Some of the awards were pedestrian, but some were for academic achievement (the salutatorian, barely missing valedictorian by a decimal point).
A friend (a very intelligent one) finally burst out: “You are SO LUCKY!” Inside I chuckled, how wrong she was: if ever a case of “making luck” this was one. For years, I was up till 2 AM every weeknight finishing homework after an afternoon of working clubs and sports. I knew she spent her evenings on the phone till before setting out her outfit for the morning, and turning in about the time I finished my first assignment of the night.

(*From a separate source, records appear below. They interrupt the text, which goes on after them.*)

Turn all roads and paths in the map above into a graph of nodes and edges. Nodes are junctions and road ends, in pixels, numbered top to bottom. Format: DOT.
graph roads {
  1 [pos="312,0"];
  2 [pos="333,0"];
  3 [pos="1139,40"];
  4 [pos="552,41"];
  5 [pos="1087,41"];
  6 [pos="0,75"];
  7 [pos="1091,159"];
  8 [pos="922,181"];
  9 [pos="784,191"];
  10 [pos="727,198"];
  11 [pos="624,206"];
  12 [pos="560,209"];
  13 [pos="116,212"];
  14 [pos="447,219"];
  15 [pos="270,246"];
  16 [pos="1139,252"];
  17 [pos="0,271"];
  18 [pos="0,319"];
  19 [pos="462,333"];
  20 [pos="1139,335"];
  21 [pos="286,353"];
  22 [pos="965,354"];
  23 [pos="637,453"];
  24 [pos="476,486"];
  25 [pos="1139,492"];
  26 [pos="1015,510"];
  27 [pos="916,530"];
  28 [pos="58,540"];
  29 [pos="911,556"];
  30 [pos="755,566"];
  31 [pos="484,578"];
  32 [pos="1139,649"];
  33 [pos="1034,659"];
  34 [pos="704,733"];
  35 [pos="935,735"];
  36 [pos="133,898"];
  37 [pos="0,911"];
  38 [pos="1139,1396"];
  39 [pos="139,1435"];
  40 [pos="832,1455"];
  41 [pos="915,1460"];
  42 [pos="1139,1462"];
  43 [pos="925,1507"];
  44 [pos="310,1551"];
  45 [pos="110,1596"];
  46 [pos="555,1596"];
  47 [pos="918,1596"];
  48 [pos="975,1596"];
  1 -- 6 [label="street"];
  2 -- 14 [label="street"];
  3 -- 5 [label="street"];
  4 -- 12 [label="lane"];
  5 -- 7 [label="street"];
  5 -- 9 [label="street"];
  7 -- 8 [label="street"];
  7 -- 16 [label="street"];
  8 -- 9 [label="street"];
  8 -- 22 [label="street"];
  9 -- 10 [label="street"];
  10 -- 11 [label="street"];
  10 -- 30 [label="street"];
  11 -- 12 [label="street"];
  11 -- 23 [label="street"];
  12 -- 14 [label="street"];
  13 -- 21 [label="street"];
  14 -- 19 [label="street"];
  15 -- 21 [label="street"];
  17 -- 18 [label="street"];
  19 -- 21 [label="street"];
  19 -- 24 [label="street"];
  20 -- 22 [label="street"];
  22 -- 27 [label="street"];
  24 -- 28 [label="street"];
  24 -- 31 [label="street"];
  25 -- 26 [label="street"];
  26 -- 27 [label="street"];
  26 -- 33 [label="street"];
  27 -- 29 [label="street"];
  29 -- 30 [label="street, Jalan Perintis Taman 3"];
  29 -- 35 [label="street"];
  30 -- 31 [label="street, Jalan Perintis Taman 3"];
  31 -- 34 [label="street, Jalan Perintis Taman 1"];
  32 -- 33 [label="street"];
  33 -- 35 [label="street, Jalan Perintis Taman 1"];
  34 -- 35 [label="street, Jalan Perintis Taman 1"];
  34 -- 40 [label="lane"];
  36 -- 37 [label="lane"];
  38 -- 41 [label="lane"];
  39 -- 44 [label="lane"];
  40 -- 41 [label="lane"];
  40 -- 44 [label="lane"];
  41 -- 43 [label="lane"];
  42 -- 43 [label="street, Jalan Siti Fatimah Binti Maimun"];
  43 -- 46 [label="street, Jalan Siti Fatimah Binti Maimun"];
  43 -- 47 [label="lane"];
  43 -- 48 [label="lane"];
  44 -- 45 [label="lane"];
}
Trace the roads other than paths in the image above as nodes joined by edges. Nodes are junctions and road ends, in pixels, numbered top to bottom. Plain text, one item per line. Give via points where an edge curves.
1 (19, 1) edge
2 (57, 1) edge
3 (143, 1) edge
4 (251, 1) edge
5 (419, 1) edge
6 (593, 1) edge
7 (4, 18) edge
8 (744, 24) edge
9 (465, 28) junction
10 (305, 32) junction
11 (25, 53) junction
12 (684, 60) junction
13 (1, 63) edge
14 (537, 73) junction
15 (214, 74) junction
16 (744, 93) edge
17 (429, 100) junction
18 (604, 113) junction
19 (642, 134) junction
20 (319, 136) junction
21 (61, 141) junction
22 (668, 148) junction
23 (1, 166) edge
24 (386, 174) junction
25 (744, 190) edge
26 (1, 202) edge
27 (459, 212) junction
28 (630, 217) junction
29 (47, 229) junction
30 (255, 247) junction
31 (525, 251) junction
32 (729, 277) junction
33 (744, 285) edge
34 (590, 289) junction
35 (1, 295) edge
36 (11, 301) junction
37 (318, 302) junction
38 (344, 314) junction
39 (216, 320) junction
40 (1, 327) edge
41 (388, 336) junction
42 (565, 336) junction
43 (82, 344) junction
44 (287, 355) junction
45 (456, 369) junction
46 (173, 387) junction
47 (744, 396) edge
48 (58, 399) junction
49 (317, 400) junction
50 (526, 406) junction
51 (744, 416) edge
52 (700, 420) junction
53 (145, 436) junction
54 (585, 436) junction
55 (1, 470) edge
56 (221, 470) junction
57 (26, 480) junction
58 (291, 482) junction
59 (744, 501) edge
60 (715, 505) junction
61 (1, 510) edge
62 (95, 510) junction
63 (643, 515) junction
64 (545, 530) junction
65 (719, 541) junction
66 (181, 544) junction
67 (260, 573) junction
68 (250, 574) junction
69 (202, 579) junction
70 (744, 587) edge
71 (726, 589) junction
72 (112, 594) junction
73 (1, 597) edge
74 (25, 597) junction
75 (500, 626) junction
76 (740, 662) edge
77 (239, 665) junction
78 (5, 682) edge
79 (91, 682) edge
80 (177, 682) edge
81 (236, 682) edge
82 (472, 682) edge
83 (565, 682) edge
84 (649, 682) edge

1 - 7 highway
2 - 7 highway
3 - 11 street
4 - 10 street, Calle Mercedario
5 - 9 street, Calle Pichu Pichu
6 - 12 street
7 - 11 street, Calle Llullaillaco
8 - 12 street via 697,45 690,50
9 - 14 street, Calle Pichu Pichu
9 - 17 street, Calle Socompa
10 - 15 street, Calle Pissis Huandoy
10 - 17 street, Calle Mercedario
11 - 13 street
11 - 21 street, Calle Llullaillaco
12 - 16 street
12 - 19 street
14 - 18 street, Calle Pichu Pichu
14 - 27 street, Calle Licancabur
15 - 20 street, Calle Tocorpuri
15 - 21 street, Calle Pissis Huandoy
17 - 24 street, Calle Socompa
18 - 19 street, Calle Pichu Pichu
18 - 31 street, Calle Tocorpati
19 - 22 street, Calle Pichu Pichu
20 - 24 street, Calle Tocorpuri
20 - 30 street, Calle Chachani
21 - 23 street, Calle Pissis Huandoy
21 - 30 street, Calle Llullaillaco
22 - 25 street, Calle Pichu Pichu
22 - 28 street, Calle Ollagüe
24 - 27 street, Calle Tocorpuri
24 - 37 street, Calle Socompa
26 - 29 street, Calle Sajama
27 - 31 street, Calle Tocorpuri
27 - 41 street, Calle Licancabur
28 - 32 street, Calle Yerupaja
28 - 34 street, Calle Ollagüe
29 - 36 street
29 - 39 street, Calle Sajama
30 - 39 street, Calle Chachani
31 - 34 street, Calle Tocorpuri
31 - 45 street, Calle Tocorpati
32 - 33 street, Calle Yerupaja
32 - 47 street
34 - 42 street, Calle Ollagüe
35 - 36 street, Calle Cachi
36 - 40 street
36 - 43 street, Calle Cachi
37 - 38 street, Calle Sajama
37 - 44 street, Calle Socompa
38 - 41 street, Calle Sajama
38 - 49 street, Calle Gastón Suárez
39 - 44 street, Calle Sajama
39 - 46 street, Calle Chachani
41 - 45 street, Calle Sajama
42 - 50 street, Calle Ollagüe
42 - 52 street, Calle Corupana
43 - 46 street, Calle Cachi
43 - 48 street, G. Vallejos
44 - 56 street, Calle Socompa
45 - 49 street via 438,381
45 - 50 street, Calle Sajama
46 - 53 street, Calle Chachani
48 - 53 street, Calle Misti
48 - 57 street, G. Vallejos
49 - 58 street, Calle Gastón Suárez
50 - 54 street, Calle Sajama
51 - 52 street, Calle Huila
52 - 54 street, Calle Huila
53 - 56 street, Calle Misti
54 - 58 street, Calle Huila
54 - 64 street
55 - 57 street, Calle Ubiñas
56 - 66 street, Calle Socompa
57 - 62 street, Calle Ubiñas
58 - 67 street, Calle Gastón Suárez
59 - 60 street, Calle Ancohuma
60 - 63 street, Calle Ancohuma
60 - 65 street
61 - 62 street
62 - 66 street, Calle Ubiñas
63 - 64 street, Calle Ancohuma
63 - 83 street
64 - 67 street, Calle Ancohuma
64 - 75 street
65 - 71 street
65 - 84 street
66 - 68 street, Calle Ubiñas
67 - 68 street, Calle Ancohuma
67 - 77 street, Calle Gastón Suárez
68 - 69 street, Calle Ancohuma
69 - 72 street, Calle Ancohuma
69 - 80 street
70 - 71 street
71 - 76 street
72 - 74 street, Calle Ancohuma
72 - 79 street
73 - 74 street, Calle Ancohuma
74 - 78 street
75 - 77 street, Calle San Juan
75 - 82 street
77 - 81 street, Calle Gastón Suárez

It my first lesson in “luck” and “success.” For me, “success” (despite the provocative signs announcing the opposite) is to overcome alot of my natural inclinations. Success may be in the journey or it might be at the destination, but it almost always contains a mountain of perseverance—and often–getting up after failure. To achieve success demands a lot of humility. You need humility to learn from failure, and to ask for help from the best, and to study and apply best practices.
It seems I never achieve success without working against two things: the first thing I work against is inertia. I always have to do things I don’t want to have to do. For example: getting up early (!) and especially when sizable/difficult tasks face me that day. I work against inertia when I apologize for being wrong when I know I am still in the right. (Humility again)
The other thing I often have to work at – or against – is handling my emotions, and fear, in particular. It’s demanding, and I often have to work through it to act like the person I don’t feel I am, and to do things I am afraid to do, or things that are potentially humiliating if I fail.
All of this demands that I push myself to think about things differently, and some times to not going along with the crowd if it occurs to me the crowd is headed where I do not want to go.
You may ask why do I bother?—why do I push back against the inertia? or take on the fears? I do it because I don’t have any other choice: my opinions, if instituted, will prevent growth. See for me he question is not, “What do I want?” (that’s easy enough), but “What next?”
Yeah, I hate to ask that question—it opens the door to the possibility of too much discomfort. But then, I’m not guaranteed comfort if I get what I want, either.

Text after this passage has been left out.